◆ Work instruction ◆
Isolate every line in the data with the string "nodes" and copy it.

════════════════════

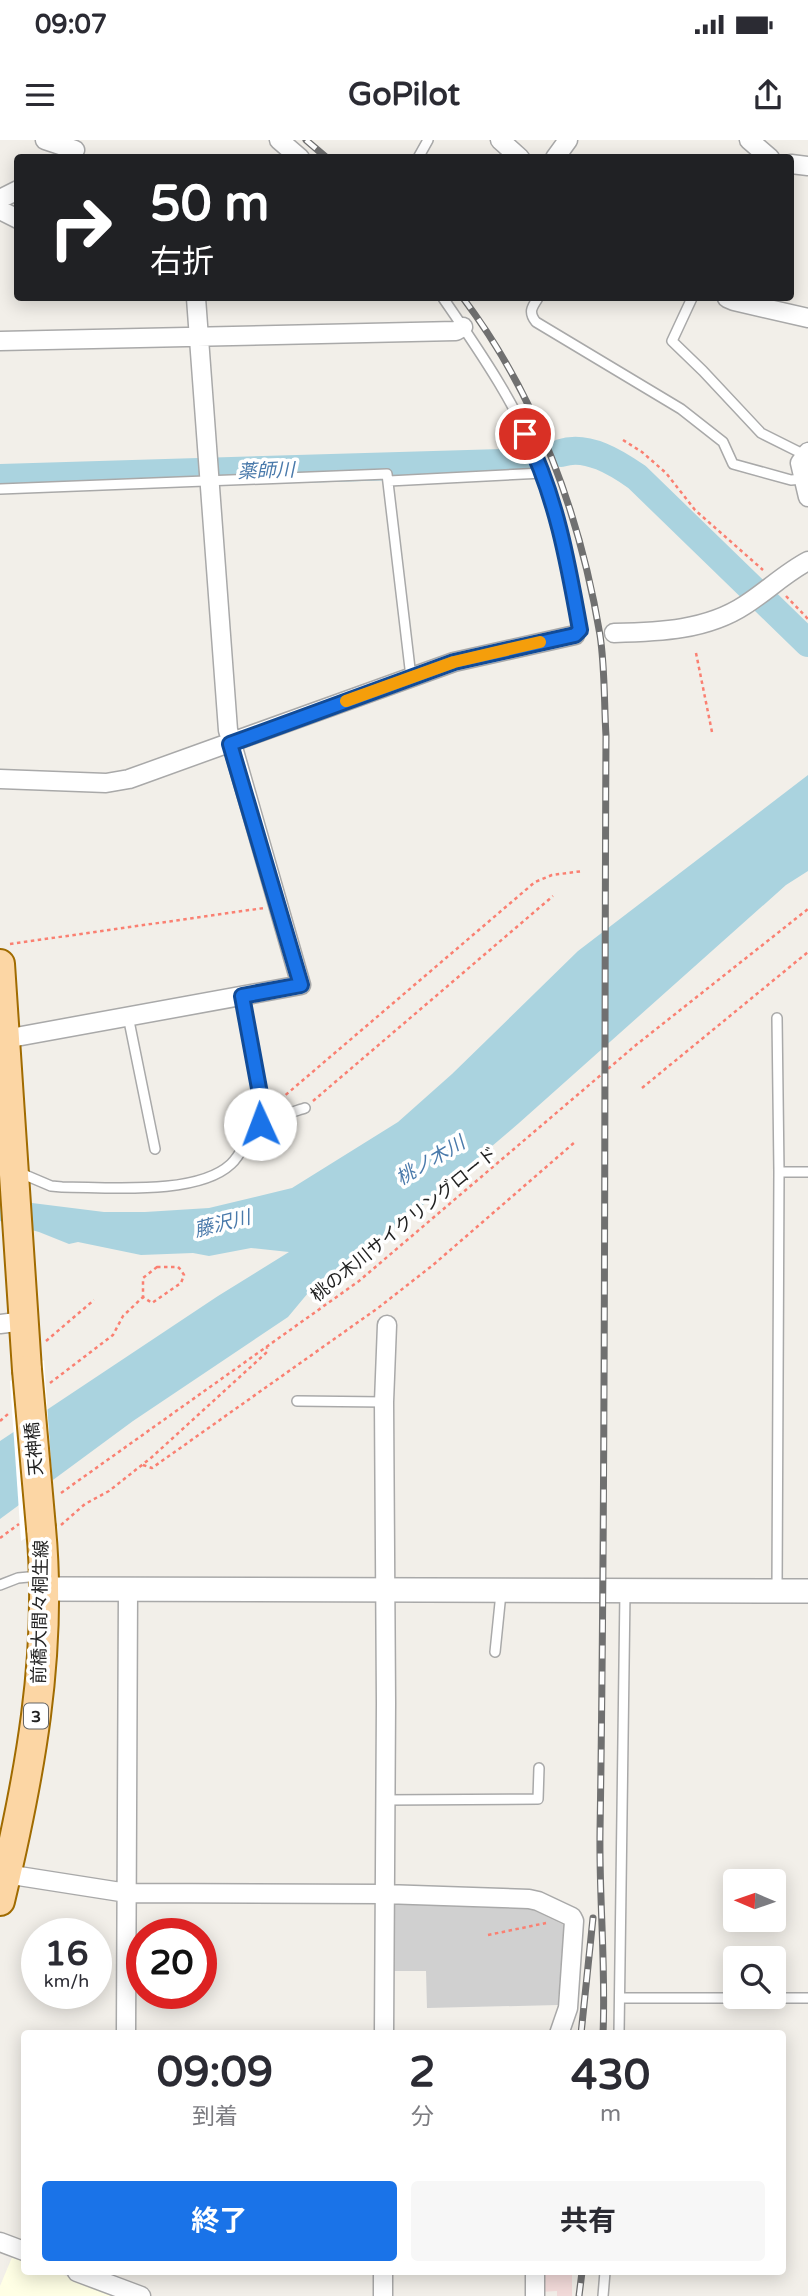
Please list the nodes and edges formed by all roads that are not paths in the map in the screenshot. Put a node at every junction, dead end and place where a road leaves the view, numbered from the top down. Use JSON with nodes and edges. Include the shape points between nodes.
{"nodes":[{"id":1,"x":45,"y":140,"type":"edge"},
{"id":2,"x":279,"y":140,"type":"edge"},
{"id":3,"x":500,"y":140,"type":"edge"},
{"id":4,"x":749,"y":140,"type":"edge"},
{"id":5,"x":76,"y":149,"type":"edge"},
{"id":6,"x":295,"y":154,"type":"edge"},
{"id":7,"x":516,"y":154,"type":"edge"},
{"id":8,"x":765,"y":154,"type":"edge"},
{"id":9,"x":197,"y":301,"type":"edge"},
{"id":10,"x":445,"y":301,"type":"edge"},
{"id":11,"x":536,"y":301,"type":"edge"},
{"id":12,"x":690,"y":301,"type":"edge"},
{"id":13,"x":734,"y":301,"type":"edge"},
{"id":14,"x":808,"y":318,"type":"edge"},
{"id":15,"x":463,"y":327,"type":"junction"},
{"id":16,"x":201,"y":337,"type":"junction"},
{"id":17,"x":0,"y":341,"type":"edge"},
{"id":18,"x":807,"y":454,"type":"edge"},
{"id":19,"x":543,"y":472,"type":"junction"},
{"id":20,"x":803,"y":479,"type":"junction"},
{"id":21,"x":210,"y":481,"type":"junction"},
{"id":22,"x":389,"y":481,"type":"junction"},
{"id":23,"x":0,"y":489,"type":"edge"},
{"id":24,"x":808,"y":497,"type":"edge"},
{"id":25,"x":808,"y":561,"type":"edge"},
{"id":26,"x":614,"y":633,"type":"dead end"},
{"id":27,"x":575,"y":635,"type":"joint"},
{"id":28,"x":411,"y":677,"type":"junction"},
{"id":29,"x":230,"y":744,"type":"junction"},
{"id":30,"x":0,"y":779,"type":"edge"},
{"id":31,"x":0,"y":964,"type":"edge"},
{"id":32,"x":242,"y":996,"type":"junction"},
{"id":33,"x":128,"y":1016,"type":"junction"},
{"id":34,"x":777,"y":1018,"type":"dead end"},
{"id":35,"x":5,"y":1038,"type":"junction"},
{"id":36,"x":4,"y":1104,"type":"edge"},
{"id":37,"x":306,"y":1108,"type":"road end"},
{"id":38,"x":261,"y":1119,"type":"junction"},
{"id":39,"x":155,"y":1149,"type":"dead end"},
{"id":40,"x":779,"y":1172,"type":"junction"},
{"id":41,"x":808,"y":1172,"type":"edge"},
{"id":42,"x":13,"y":1174,"type":"junction"},
{"id":43,"x":12,"y":1323,"type":"edge"},
{"id":44,"x":387,"y":1325,"type":"dead end"},
{"id":45,"x":297,"y":1401,"type":"dead end"},
{"id":46,"x":384,"y":1402,"type":"junction"},
{"id":47,"x":41,"y":1526,"type":"joint"},
{"id":48,"x":44,"y":1582,"type":"junction"},
{"id":49,"x":0,"y":1585,"type":"edge"},
{"id":50,"x":128,"y":1590,"type":"junction"},
{"id":51,"x":386,"y":1591,"type":"junction"},
{"id":52,"x":501,"y":1591,"type":"junction"},
{"id":53,"x":808,"y":1591,"type":"edge"},
{"id":54,"x":625,"y":1592,"type":"junction"},
{"id":55,"x":777,"y":1592,"type":"junction"},
{"id":56,"x":495,"y":1652,"type":"dead end"},
{"id":57,"x":539,"y":1768,"type":"dead end"},
{"id":58,"x":385,"y":1800,"type":"junction"},
{"id":59,"x":4,"y":1870,"type":"edge"},
{"id":60,"x":127,"y":1893,"type":"junction"},
{"id":61,"x":384,"y":1894,"type":"junction"},
{"id":62,"x":620,"y":1998,"type":"junction"},
{"id":63,"x":808,"y":1998,"type":"edge"},
{"id":64,"x":127,"y":2030,"type":"edge"},
{"id":65,"x":384,"y":2030,"type":"edge"},
{"id":66,"x":560,"y":2030,"type":"edge"},
{"id":67,"x":619,"y":2030,"type":"edge"},
{"id":68,"x":0,"y":2242,"type":"edge"},
{"id":69,"x":21,"y":2250,"type":"edge"},
{"id":70,"x":94,"y":2275,"type":"edge"},
{"id":71,"x":383,"y":2275,"type":"edge"},
{"id":72,"x":535,"y":2275,"type":"edge"},
{"id":73,"x":605,"y":2275,"type":"edge"},
{"id":74,"x":123,"y":2280,"type":"edge"},
{"id":75,"x":141,"y":2296,"type":"edge"},
{"id":76,"x":383,"y":2296,"type":"edge"},
{"id":77,"x":536,"y":2296,"type":"edge"},
{"id":78,"x":603,"y":2296,"type":"edge"}],
"edges":[{"from":1,"to":5,"type":"street"},
{"from":2,"to":6,"type":"street"},
{"from":3,"to":7,"type":"street"},
{"from":4,"to":8,"type":"street"},
{"from":9,"to":16,"type":"street"},
{"from":10,"to":15,"type":"lane"},
{"from":11,"to":20,"type":"lane","via":[[531,309],[536,322],[681,409],[723,442],[733,464]]},
{"from":12,"to":18,"type":"lane","via":[[672,341],[761,433]]},
{"from":13,"to":14,"type":"street"},
{"from":15,"to":16,"type":"street","via":[[456,331]]},
{"from":15,"to":19,"type":"lane","via":[[508,400]]},
{"from":16,"to":17,"type":"street"},
{"from":16,"to":21,"type":"street"},
{"from":18,"to":20,"type":"street","via":[[800,463]]},
{"from":19,"to":22,"type":"lane"},
{"from":19,"to":27,"type":"lane","via":[[570,576],[580,630]]},
{"from":20,"to":24,"type":"street"},
{"from":21,"to":22,"type":"lane","via":[[387,474]]},
{"from":21,"to":23,"type":"lane"},
{"from":21,"to":29,"type":"street"},
{"from":22,"to":28,"type":"lane"},
{"from":25,"to":26,"type":"street","via":[[719,619],[690,627]]},
{"from":27,"to":28,"type":"street","via":[[475,656]]},
{"from":28,"to":29,"type":"street"},
{"from":29,"to":30,"type":"street","via":[[148,774],[106,783]]},
{"from":29,"to":32,"type":"street","via":[[301,985]]},
{"from":31,"to":35,"type":"main road","number":"3"},
{"from":32,"to":33,"type":"street"},
{"from":32,"to":38,"type":"lane"},
{"from":33,"to":35,"type":"street"},
{"from":33,"to":39,"type":"lane"},
{"from":34,"to":40,"type":"lane"},
{"from":35,"to":36,"type":"main road","number":"3"},
{"from":36,"to":42,"type":"main road","number":"3"},
{"from":37,"to":38,"type":"lane"},
{"from":38,"to":42,"type":"lane","via":[[232,1164],[189,1184],[62,1187]]},
{"from":40,"to":41,"type":"lane"},
{"from":40,"to":55,"type":"lane"},
{"from":42,"to":43,"type":"main road","number":"3","via":[[16,1261]]},
{"from":43,"to":47,"type":"main road","name":"天神橋","number":"3","bridge":true,"via":[[35,1379]]},
{"from":44,"to":46,"type":"street"},
{"from":45,"to":46,"type":"lane"},
{"from":46,"to":51,"type":"street"},
{"from":47,"to":48,"type":"main road","name":"前橋大間々桐生線","number":"3"},
{"from":48,"to":49,"type":"lane","via":[[18,1578]]},
{"from":48,"to":50,"type":"street"},
{"from":48,"to":59,"type":"main road","name":"前橋大間々桐生線","number":"3","via":[[40,1690]]},
{"from":50,"to":51,"type":"street"},
{"from":50,"to":60,"type":"street"},
{"from":51,"to":52,"type":"street"},
{"from":51,"to":58,"type":"street"},
{"from":52,"to":54,"type":"street"},
{"from":52,"to":56,"type":"lane"},
{"from":53,"to":55,"type":"street"},
{"from":54,"to":55,"type":"street"},
{"from":54,"to":62,"type":"lane"},
{"from":57,"to":58,"type":"lane","via":[[538,1799]]},
{"from":58,"to":61,"type":"street"},
{"from":59,"to":60,"type":"street"},
{"from":60,"to":61,"type":"street"},
{"from":60,"to":64,"type":"street"},
{"from":61,"to":65,"type":"street"},
{"from":61,"to":66,"type":"street","via":[[529,1899],[572,1917],[568,2008]]},
{"from":62,"to":63,"type":"lane"},
{"from":62,"to":67,"type":"lane"},
{"from":68,"to":69,"type":"street"},
{"from":70,"to":74,"type":"street"},
{"from":71,"to":76,"type":"street"},
{"from":72,"to":77,"type":"street"},
{"from":73,"to":78,"type":"lane"},
{"from":74,"to":75,"type":"street"}]}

════════════════════

◆ Response ◆
Please list the nodes and edges formed by all roads that are not paths in the map in the screenshot. Put a node at every junction, dead end and place where a road leaves the view, numbered from the top down. Use JSON with nodes and edges. Include the shape points between nodes.
{"nodes":[{"id":1,"x":45,"y":140,"type":"edge"},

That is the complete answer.